What to do =>
Tally the lines of the records that contain the string "Brynnau", then give the total and nothing more.

Recorded data =>
────

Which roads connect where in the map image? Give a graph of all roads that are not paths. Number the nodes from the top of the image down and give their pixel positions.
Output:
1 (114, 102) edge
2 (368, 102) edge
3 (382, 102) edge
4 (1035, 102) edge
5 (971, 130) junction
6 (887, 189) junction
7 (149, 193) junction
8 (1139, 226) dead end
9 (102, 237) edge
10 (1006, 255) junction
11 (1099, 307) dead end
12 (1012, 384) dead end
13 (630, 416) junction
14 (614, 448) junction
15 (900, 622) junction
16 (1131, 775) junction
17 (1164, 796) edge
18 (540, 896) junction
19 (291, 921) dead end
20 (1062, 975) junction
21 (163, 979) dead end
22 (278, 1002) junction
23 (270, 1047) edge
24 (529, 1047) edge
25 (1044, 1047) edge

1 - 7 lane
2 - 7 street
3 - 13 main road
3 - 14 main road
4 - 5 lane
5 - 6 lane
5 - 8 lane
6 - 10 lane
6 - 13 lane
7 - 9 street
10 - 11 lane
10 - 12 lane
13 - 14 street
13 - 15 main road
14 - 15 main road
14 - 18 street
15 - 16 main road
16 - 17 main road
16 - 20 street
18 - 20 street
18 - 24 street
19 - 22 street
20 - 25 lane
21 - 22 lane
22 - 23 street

────

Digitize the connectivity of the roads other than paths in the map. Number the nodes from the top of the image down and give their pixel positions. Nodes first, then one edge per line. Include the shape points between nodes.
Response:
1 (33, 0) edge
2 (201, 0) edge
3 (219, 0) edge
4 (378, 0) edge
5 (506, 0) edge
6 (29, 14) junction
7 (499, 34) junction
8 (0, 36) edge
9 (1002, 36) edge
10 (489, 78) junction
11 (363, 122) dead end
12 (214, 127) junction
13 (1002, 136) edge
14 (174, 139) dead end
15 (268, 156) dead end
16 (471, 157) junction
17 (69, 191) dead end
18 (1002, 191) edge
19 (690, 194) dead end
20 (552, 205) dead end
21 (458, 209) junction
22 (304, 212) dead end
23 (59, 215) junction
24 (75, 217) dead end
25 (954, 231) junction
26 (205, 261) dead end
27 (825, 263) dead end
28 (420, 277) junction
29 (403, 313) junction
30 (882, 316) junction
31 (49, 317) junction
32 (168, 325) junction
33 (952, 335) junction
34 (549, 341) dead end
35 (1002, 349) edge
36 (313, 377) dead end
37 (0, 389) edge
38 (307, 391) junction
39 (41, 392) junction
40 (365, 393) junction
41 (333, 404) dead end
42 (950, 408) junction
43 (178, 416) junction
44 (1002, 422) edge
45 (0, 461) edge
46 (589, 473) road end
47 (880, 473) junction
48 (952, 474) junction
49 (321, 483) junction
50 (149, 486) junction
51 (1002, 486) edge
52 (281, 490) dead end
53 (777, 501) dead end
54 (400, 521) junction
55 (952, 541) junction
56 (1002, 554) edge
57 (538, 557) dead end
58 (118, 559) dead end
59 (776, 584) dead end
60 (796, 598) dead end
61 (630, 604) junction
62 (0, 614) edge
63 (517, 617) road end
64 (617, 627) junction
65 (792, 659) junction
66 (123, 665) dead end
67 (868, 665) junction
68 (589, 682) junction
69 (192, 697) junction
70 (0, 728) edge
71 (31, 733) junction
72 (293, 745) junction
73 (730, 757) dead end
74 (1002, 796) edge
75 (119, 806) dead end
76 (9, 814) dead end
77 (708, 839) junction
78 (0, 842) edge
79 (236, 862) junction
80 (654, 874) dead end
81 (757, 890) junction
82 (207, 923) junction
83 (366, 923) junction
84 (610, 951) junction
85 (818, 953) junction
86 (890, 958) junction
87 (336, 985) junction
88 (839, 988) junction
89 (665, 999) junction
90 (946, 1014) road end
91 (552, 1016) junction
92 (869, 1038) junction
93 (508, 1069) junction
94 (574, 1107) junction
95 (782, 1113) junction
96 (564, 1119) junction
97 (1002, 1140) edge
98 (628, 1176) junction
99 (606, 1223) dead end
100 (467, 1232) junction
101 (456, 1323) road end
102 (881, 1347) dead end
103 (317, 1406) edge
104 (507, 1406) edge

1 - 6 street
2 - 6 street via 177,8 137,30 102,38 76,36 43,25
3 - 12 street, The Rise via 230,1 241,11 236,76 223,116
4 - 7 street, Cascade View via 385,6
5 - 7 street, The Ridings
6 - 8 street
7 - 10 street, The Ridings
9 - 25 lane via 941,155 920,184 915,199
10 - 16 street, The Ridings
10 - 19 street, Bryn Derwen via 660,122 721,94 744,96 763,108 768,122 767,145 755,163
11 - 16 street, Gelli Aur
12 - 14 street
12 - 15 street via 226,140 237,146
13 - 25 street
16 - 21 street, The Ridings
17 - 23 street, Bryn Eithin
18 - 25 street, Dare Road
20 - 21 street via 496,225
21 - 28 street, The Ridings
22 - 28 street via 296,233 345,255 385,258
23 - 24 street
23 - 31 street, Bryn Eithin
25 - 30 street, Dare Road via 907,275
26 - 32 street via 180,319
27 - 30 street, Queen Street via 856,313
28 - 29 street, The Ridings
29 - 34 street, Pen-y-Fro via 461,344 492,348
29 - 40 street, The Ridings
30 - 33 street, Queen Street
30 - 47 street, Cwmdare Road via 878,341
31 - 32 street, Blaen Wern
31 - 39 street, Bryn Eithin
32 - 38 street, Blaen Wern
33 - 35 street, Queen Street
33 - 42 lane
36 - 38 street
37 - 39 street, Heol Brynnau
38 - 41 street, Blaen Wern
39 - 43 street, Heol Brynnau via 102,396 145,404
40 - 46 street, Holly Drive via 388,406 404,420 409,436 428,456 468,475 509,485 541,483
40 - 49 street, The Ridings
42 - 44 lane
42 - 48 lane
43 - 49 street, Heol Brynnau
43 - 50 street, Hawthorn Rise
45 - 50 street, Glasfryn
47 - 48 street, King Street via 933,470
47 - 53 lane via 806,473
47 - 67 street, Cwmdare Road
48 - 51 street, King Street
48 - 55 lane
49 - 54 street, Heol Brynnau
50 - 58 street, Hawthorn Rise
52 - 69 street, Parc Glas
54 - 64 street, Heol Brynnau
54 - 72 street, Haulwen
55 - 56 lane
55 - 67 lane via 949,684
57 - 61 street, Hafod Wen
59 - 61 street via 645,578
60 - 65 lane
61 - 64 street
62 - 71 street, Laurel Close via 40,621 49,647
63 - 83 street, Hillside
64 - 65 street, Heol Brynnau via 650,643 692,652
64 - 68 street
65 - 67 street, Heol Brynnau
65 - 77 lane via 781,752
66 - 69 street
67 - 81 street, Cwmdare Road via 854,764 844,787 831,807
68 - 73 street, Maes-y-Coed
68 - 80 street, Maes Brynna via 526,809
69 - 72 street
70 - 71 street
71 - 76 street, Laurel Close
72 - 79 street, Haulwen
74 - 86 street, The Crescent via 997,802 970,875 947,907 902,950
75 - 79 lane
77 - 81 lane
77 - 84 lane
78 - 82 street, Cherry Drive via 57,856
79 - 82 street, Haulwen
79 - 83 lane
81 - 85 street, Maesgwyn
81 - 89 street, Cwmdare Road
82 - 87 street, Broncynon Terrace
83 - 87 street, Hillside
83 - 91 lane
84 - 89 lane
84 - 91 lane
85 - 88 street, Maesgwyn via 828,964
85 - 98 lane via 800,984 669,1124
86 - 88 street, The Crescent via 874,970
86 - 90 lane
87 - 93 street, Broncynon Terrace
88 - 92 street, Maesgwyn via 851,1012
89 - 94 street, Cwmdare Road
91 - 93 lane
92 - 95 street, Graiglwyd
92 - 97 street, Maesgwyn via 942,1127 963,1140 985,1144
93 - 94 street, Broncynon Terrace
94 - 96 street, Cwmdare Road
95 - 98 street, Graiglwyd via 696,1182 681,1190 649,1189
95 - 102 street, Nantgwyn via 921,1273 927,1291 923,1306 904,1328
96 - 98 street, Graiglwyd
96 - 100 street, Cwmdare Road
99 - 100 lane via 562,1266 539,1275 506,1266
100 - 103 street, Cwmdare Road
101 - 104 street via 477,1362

────

Answer section =>
7